Harry arrives late, breathless. She is struck again by how small he is, and how she has spent so much time with large men. Perhaps, she decides, as he forgoes the poached chicken and instead undresses her right there in the kitchen, perhaps she has wasted her time on large men. Here she is, making love on her kitchen table—she sits, he stands, and they are eye to eye. Her résumé flutters to the floor. Like snow, she thinks. Like fallout. Like the stuffing from that old sofa in Paris. Is it an omen? She tries to focus on what she is doing, her legs wrapped around Harry’s waist, her breath coming out in tight little gasps, but she is too far ahead of herself, past this moment and seeing somewhere down the road. Living near that cemetery in Paris, Sofia in a Madeline outfit—blue coat, yellow hat, and Harry taking her like this, on tables and in doorways. What a future, she sees as Harry collapses against her, done.
Rachel puts her hands on the back of his neck. She can feel the bristly hair growing there. The tops of his ears are red.
“We’ve made quite a mess,” he says, looking down at her papers.
He bends to pick them up, and she is suddenly embarrassed at what she had been thinking just a moment before. This man is a stranger. His body, in daylight, reminds her of a rooster, compact and sure of itself. He struts, she realizes as he gathers all of her papers and hands them to her. He has freckles she did not know about, an appendectomy scar.
“My résumé,” she says, for something to say. The air between them has gotten to that fragile place.
He brightens. “That’s why I called,” he says.
She wishes he would put on his pants, but he doesn’t. Rooster, she thinks again, and pulls her tee shirt over her head.
“All of our talk the other night, about Europe, and how you’d like to go back. The office I work with there needs someone. It’s a one year thing, a funny job really. Kind of a goodwill person, to woo possible donors for the restoration project. You would take them to the various sites, take them to dinner, the Louvre and the Eiffel Tower.”
“My French isn’t great,” she says, stopping him. It’s too much, what he’s telling her.
“That’s the thing. They want an American. Most of these donors are British or American.”
“Really?” she says. She has stepped too far forward and too far back. Rachel tries to return to somewhere in the middle. Aren’t all people strangers when they first meet? she thinks. She tries to remember Peter as a stranger. Once he was someone she did not yet know.
Harry has moved closer to her. “Are you interested?” he asks.
“Definitely,” Rachel says.
SHE DUTIFULLY REPORTS the phone call and the lunch at her house—he did stay and eat the poached chicken and finish the bottle of wine with her—to Mary at the playground on Thursday. Of course, Rachel leaves out what happened on the kitchen tab le, and the job possibility.
“He seems really enthusiastic,” Rachel says as a finale to their date.
But Mary is frowning.
Rachel sighs. She thought Mary wanted something to happen between her and Harry. Once again she is reminded of how little she knows about Mary—who she really is, what she expects.

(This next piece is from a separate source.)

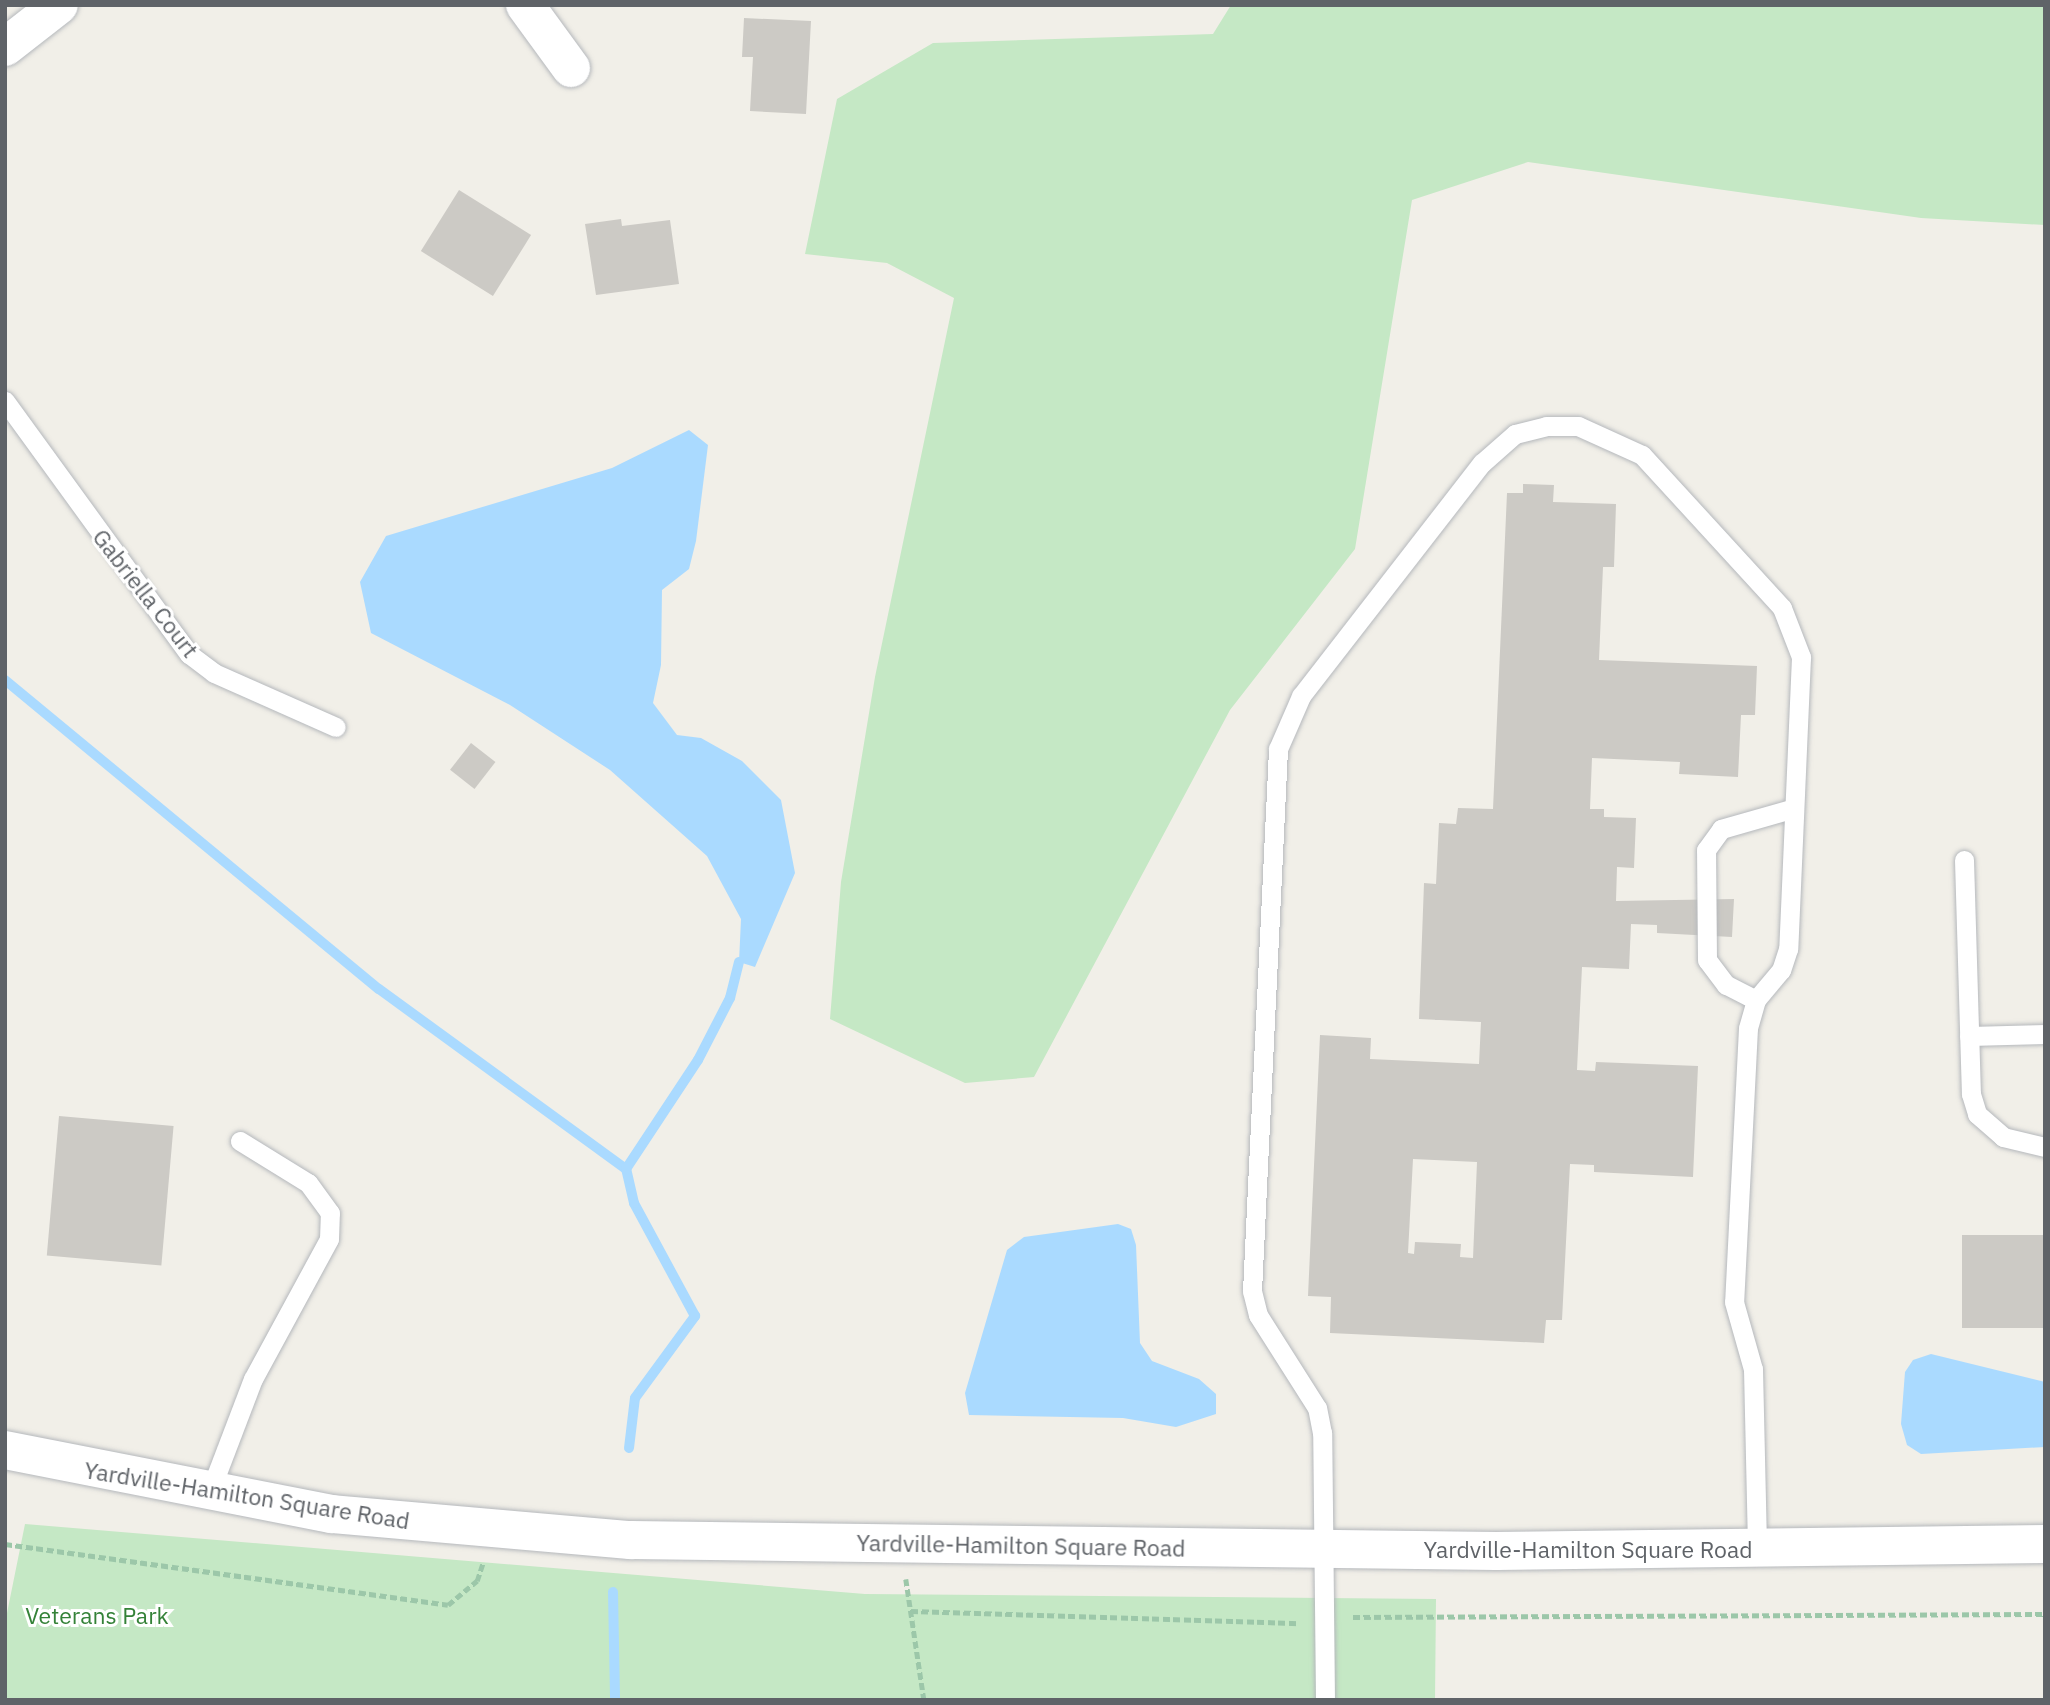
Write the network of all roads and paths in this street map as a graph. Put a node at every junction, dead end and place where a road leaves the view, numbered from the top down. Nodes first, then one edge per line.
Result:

“Did he ask you out again?” Mary says. Now she is watching the girls come down the bright orange curly slide.
“Not in so many words,” Rachel says. She tries a different approach. “I like him. He’s not my usual type and I think that’s good.”
“Mmmmm,” Mary says. She has started to nibble on dried fruit. For extra vitamins during her pregnancy, she explained earlier.
“My ex-husband is very big. Tall and burly,” Rachel continues, though she wants to stop. Mary is annoying her. “I kind of like Harry’s size. And he’s very funny.”
“If he hasn’t actually said he’ll call again, maybe he won’t,” Mary says.
“Thanks a lot,” Rachel blurts. Mary was probably a virgin when she got married, she thinks. She doesn’t know anything. Still, she has managed to make Rachel feel unsettled.
In the distance, Sofia pauses at the top of the slide to wave. “Watch me, Mommy,” she calls. “Are you watching?”
Rachel thinks of this often as the days pass and Harry doesn’t call. Maybe Mary had known something, after all. Maybe she even knew about the kitchen table. Or the job. She would be upset that Rachel hadn’t told her everything. So would she then keep some information from Rachel? Throughout the weekend—it rains every day—as she thinks of ways to occupy Sofia, she almost calls Mary several times. She almost calls Harry. But in the end she just helps Sofia make a large floor puzzle of Madeline and Pepito, watches Mary Poppins and The Wizard of Oz too many times, and eats a lot of junk food. By the time Monday comes, Rachel is relieved to see Sofia off to day care, relieved even to go to work at the toy store.
RACHEL HAS COME up with a list of excuses. He knows that Sofia is away this coming weekend; he will ask her out for Friday night. He is waiting the obligatory week between dates. He is in Paris. He is dead.